Obamacare isn’t the reason they’re going up. It’s state policies.

ACA screen
(healthcare.gov)
In the debate over repealing and replacing the Affordable Care Act (ACA), no argument has been more incendiary than charges that rates are out of control. President Trump, for example, has pointed to an increase in premiums of 116 percent in Arizona from 2013 to 2017, and 203 percent in Alaska. “It is a catastrophe,” he has said.

Reports late last year of premium spikes reinforced the sense that the program wasn’t working. If a family’s rates weren’t shooting up by triple digits this year, the thinking went, then they could next year. Without this specter, the 2016 presidential campaign would have been very different -- and it would have been far harder for Republicans to stoke last year’s repeal and replace battle.  

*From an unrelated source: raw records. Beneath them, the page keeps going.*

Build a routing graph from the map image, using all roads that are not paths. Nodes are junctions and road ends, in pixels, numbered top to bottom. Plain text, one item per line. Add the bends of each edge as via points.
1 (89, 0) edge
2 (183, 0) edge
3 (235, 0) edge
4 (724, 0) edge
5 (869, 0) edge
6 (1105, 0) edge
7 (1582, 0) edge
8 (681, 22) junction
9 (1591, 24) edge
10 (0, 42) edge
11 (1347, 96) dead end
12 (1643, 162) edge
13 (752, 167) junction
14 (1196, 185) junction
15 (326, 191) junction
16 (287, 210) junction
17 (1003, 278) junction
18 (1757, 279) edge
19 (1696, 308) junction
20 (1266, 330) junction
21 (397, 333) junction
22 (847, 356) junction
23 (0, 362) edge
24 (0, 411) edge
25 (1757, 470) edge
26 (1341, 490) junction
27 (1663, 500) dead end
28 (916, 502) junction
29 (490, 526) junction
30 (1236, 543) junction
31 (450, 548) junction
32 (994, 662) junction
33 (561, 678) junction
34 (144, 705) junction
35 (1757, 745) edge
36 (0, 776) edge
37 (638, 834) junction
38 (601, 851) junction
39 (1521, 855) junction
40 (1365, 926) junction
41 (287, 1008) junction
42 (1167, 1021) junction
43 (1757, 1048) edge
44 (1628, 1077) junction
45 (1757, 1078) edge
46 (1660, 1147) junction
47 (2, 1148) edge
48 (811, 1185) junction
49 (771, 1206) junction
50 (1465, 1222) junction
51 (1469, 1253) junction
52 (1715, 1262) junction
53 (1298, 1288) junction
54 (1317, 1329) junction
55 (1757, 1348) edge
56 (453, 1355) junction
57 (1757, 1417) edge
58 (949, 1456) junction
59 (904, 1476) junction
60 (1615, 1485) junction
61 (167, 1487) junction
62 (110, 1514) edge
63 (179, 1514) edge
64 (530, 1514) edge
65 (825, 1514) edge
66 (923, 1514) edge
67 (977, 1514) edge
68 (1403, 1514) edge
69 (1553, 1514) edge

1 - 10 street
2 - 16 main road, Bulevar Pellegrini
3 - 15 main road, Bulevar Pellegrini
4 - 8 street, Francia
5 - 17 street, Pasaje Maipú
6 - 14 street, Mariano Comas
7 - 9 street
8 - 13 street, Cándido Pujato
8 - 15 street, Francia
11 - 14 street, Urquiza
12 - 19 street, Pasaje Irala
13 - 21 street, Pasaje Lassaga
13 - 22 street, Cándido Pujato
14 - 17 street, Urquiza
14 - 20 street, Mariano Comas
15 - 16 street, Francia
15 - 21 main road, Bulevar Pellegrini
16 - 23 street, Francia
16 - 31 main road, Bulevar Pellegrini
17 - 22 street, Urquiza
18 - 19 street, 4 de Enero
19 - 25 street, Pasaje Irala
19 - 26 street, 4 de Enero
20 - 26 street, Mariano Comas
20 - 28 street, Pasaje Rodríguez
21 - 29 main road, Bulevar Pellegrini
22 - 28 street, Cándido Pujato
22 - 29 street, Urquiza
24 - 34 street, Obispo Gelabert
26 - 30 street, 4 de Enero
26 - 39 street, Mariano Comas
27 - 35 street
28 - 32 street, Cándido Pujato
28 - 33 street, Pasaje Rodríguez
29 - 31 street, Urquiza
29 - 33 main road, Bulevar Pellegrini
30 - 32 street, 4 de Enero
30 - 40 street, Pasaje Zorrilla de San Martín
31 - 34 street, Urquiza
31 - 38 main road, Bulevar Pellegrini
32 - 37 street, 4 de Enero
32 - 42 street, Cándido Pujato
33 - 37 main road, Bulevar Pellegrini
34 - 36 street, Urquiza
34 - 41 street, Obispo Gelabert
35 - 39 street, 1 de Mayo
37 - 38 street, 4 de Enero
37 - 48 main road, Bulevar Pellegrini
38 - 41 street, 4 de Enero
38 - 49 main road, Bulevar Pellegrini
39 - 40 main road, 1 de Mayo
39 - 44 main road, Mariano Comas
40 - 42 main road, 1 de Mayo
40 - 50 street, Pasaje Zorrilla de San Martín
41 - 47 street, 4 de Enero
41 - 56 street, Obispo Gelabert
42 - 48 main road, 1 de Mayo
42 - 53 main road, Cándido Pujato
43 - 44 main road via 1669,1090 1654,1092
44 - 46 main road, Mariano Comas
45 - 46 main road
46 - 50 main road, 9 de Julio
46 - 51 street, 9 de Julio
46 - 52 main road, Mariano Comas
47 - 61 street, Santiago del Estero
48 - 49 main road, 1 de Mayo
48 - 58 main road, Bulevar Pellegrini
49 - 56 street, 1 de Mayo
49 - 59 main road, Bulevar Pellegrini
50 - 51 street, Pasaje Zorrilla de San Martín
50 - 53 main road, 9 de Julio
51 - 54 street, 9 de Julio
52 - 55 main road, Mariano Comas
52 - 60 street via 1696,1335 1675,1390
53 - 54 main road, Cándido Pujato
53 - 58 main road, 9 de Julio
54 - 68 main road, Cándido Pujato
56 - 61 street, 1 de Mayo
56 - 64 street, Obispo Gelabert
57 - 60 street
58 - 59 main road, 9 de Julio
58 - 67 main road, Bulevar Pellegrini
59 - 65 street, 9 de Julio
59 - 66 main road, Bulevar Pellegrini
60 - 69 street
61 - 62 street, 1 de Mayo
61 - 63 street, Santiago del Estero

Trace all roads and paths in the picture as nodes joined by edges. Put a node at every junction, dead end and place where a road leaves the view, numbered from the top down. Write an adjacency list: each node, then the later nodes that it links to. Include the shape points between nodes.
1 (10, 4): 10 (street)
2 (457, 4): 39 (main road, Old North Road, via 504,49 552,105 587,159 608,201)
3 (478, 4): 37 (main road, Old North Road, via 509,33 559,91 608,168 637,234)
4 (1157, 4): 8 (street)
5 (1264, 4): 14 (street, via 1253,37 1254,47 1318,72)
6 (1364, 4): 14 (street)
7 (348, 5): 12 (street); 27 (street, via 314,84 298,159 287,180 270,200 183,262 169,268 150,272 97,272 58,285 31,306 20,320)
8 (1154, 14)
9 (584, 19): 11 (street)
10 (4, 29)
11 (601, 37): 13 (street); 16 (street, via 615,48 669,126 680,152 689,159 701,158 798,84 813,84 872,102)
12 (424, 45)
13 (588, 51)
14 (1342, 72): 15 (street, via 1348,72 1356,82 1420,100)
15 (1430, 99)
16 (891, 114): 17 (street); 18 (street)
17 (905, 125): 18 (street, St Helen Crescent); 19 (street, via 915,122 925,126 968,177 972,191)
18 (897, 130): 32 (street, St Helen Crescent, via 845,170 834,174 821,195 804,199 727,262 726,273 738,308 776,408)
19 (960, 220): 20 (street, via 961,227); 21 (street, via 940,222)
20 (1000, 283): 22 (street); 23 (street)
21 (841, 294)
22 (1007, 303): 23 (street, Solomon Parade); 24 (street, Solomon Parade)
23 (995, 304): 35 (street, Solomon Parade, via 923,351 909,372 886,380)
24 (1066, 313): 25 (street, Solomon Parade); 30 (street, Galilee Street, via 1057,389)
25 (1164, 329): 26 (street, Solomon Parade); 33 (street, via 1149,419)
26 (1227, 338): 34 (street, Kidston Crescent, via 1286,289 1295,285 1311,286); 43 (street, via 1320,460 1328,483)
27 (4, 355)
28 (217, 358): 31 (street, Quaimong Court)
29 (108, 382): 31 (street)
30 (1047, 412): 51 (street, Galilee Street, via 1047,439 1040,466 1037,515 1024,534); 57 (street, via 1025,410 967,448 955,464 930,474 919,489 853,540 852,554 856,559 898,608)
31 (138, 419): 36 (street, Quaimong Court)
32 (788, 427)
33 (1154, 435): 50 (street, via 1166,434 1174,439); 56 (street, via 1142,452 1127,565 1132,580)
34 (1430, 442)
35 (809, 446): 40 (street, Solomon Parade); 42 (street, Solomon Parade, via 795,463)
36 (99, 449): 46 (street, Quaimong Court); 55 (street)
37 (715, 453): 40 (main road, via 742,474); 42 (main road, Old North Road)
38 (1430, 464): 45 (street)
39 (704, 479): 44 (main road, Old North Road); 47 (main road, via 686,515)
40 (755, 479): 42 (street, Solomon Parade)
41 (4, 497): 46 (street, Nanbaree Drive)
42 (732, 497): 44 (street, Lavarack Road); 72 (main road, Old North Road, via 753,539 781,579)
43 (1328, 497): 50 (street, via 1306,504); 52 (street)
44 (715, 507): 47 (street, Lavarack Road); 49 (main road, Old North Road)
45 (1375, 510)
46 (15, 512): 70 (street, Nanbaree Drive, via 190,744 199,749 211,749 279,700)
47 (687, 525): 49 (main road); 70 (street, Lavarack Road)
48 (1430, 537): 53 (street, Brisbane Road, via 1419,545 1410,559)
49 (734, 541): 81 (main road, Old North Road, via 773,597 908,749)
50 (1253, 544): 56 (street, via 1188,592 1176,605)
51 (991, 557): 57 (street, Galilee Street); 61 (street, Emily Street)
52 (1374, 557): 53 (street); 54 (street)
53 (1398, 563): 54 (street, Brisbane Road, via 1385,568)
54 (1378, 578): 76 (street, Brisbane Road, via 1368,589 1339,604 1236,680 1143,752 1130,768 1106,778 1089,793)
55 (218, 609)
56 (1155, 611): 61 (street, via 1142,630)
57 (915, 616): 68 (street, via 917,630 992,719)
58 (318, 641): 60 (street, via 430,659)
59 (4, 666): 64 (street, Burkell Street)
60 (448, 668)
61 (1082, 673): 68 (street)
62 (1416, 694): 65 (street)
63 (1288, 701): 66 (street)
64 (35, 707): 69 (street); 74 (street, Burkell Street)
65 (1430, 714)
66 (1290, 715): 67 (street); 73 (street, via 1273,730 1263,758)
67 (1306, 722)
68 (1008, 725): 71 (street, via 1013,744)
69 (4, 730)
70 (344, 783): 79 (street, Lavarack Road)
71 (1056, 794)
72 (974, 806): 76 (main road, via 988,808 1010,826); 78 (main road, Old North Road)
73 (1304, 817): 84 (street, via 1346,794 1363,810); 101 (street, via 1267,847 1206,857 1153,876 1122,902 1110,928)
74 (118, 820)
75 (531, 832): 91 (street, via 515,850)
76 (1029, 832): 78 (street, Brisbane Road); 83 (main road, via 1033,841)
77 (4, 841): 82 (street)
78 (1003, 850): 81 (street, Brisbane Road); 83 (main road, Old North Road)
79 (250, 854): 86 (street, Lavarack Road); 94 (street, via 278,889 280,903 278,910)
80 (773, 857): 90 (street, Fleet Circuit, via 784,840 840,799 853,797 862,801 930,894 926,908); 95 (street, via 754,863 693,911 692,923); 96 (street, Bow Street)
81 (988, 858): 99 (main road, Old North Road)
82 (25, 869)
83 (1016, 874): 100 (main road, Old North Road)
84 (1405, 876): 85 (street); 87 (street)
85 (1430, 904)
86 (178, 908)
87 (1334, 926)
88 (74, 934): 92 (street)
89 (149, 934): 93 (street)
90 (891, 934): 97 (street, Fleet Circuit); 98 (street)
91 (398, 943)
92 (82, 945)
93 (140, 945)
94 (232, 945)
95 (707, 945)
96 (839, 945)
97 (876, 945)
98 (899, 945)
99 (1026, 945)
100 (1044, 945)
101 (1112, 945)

It is indeed true that premiums have shot up in many places. The U.S. Department of Health and Human Services documented the big increases in Alaska and Arizona, along with hikes of 153 percent in Nebraska, 176 percent in North Carolina and 201 percent in Oklahoma. In Alabama, the increase was even higher: 223 percent. The numbers were terrifying -- and they made for great tweets.

But those scary rates aren’t what families actually pay. The ACA comes with subsidies for low- and moderate-income families who sign up for low-cost plans. The subsidies, in effect, cover rate hikes. Roughly 80 percent of those in the health marketplace qualify for subsidies, which shrink the out-of-pocket increases to zero for those in Arizona. And in Alaska, where 93 percent of the market is covered by subsidies, participants actually saw a 1 percent decrease in out-of-pocket expenses. 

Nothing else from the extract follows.